However, as the charge/discharge operation is repeated, the active
material drastically expands or contracts, and as a result, may be
pulverized or divided into tiny particles. When the active material
is pulverized or divided into tiny particles, the current
collectability of the electrode is decreased and also the contact
area of the active material and the electrolytic solution is
increased. Such an increase of the contact area promotes the
decomposition reaction of the electrolytic solution by the active
material, which results in a problem that a sufficient
charge/discharge cycle characteristic is not obtained. An
application type electrode contains a conductor, a binder and the
like therein and so it is difficult to increase the capacitance of
the electrode.
[0003] Under the circumstances, it has been studied to produce an
electrode by forming an active material layer on a current
collector using a vacuum process such as a vapor deposition method,
a sputtering method, a CVD method or the like, instead of the
application type electrode. As compared with the application type
electrode, an electrode formed by the vapor deposition method can
suppress the active material layer from being divided into tiny
particles and also can increase the adhesiveness between the
current collector and the active material layer. This improves the
electron conductivity in the electrode and also improves the
electrode capacitance and the charge/discharge cycle
characteristic. Whereas the application type electrode contains a
conductor, a binder and the like therein, formation of an active
material layer using the vapor deposition method can reduce the
amount of, or eliminate, the conductor or the binder present in the
electrode. Therefore, the capacitance of the electrode can be
essentially increased.
[0004] However, even when the vapor deposition method is used, the
current collector and the active material layer may be detached
from each other, or the current collector may be subjected to a
stress to possibly generate wrinkles, due to the expansion and
contraction of the active material at the time of charge/discharge.
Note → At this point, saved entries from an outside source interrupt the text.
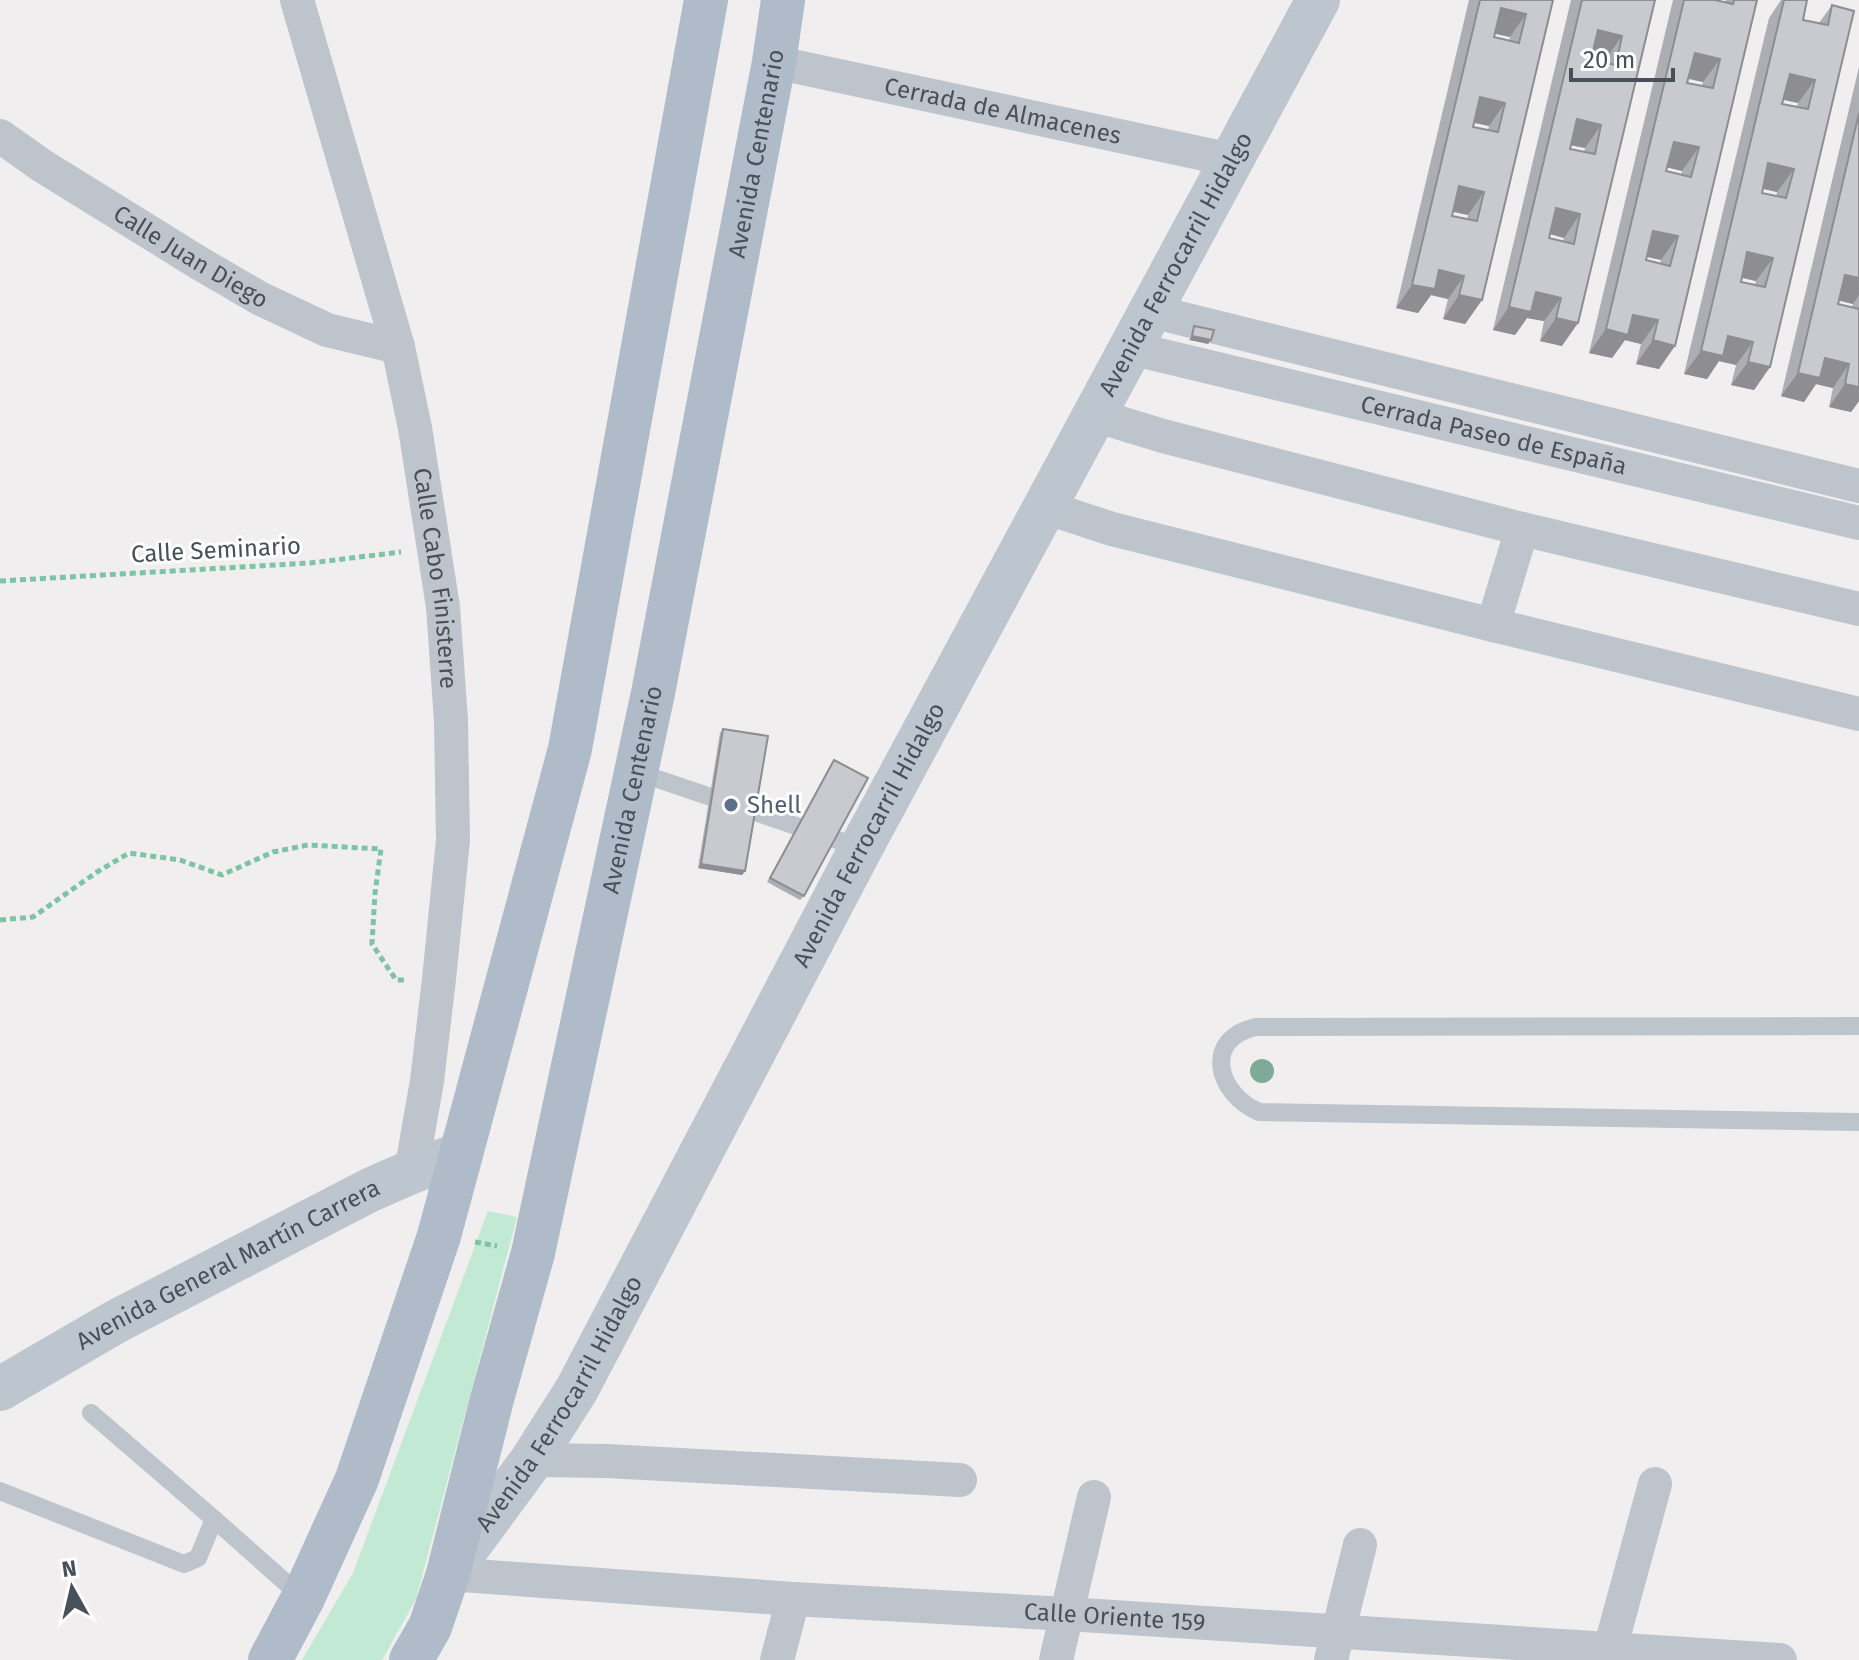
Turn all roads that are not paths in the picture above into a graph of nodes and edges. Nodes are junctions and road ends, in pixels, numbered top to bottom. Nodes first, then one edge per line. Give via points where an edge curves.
1 (298, 0) edge
2 (706, 0) edge
3 (783, 0) edge
4 (1318, 0) edge
5 (774, 62) junction
6 (0, 136) edge
7 (1232, 160) junction
8 (1140, 329) junction
9 (398, 347) junction
10 (1344, 379) junction
11 (1094, 415) junction
12 (1634, 430) junction
13 (1624, 466) junction
14 (1859, 486) edge
15 (1045, 507) junction
16 (1859, 523) edge
17 (1522, 529) junction
18 (1859, 609) edge
19 (1493, 625) junction
20 (1859, 712) edge
21 (637, 772) junction
22 (861, 848) junction
23 (1859, 1026) edge
24 (1859, 1122) edge
25 (461, 1154) junction
26 (411, 1172) junction
27 (0, 1389) edge
28 (91, 1413) dead end
29 (532, 1460) junction
30 (960, 1480) dead end
31 (1655, 1484) dead end
32 (0, 1491) edge
33 (1094, 1497) dead end
34 (214, 1519) junction
35 (1360, 1545) dead end
36 (448, 1574) junction
37 (303, 1598) junction
38 (793, 1599) junction
39 (1067, 1614) junction
40 (1334, 1646) edge
41 (423, 1649) edge
42 (1608, 1654) edge
43 (270, 1660) edge
44 (777, 1660) edge
45 (1056, 1660) edge
46 (1780, 1660) edge

1 - 9 street, Calle Cabo Finisterre
2 - 25 main road via 570,749
3 - 5 main road, Avenida Centenario
4 - 7 street, Avenida Ferrocarril Hidalgo
5 - 7 street, Cerrada de Almacenes
5 - 21 main road, Avenida Centenario
6 - 9 street, Calle Juan Diego via 261,299 327,330
7 - 8 street, Avenida Ferrocarril Hidalgo
8 - 10 street, Cerrada Paseo de España
8 - 11 street, Avenida Ferrocarril Hidalgo
9 - 26 street, Calle Cabo Finisterre via 443,607 453,826 427,1081
10 - 12 street, Cerrada Paseo de España
10 - 13 street, Cerrada Paseo de España
11 - 15 street, Avenida Ferrocarril Hidalgo
11 - 17 street
12 - 13 street
12 - 14 street, Cerrada Paseo de España
13 - 16 street, Cerrada Paseo de España
15 - 19 street via 1112,529
15 - 22 street, Avenida Ferrocarril Hidalgo
17 - 18 street
17 - 19 street
19 - 20 street
21 - 22 lane
21 - 36 main road, Avenida Centenario via 533,1253
22 - 29 street, Avenida Ferrocarril Hidalgo via 577,1389
23 - 24 lane via 1256,1027 1232,1037 1221,1064 1230,1091 1259,1112
25 - 26 street, Avenida General Martín Carrera
25 - 37 main road via 439,1236 357,1479
26 - 27 street, Avenida General Martín Carrera via 131,1313
28 - 34 lane
29 - 30 street
29 - 36 street, Avenida Ferrocarril Hidalgo
31 - 42 street
32 - 34 lane via 184,1564 198,1558
33 - 39 street
34 - 37 lane
35 - 40 street
36 - 38 street, Calle Oriente 159
36 - 41 main road, Avenida Ferrocarril Hidalgo
37 - 43 main road
38 - 39 street, Calle Oriente 159
38 - 44 street
39 - 40 street, Calle Oriente 159
39 - 45 street
40 - 42 street, Calle Oriente 159
42 - 46 street, Calle Oriente 159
These phenomena reduce the charge/discharge characteristic.
[0005] By contrast, Patent Documents 1 and 2 filed by the applicant
of the present application propose forming an active material layer
by vapor-depositing silicon particles in a direction inclined with
respect to the normal to the current collector (oblique vapor
deposition). Such an active material layer is formed using the
shadowing effect described later, and has a structure in which
column-like active material bodies inclined in one direction with
respect to the normal to the surface of the current collector are
located on the surface of the current collector. According to this
structure, a space for alleviating the expansion stress on silicon
can be secured between the active material bodies. Therefore, the
active material bodies can be suppressed from being detached from
the current collector, and the current collector can be suppressed
from being wrinkled. As a result, the charge/discharge
characteristic can be improved than by the conventional art.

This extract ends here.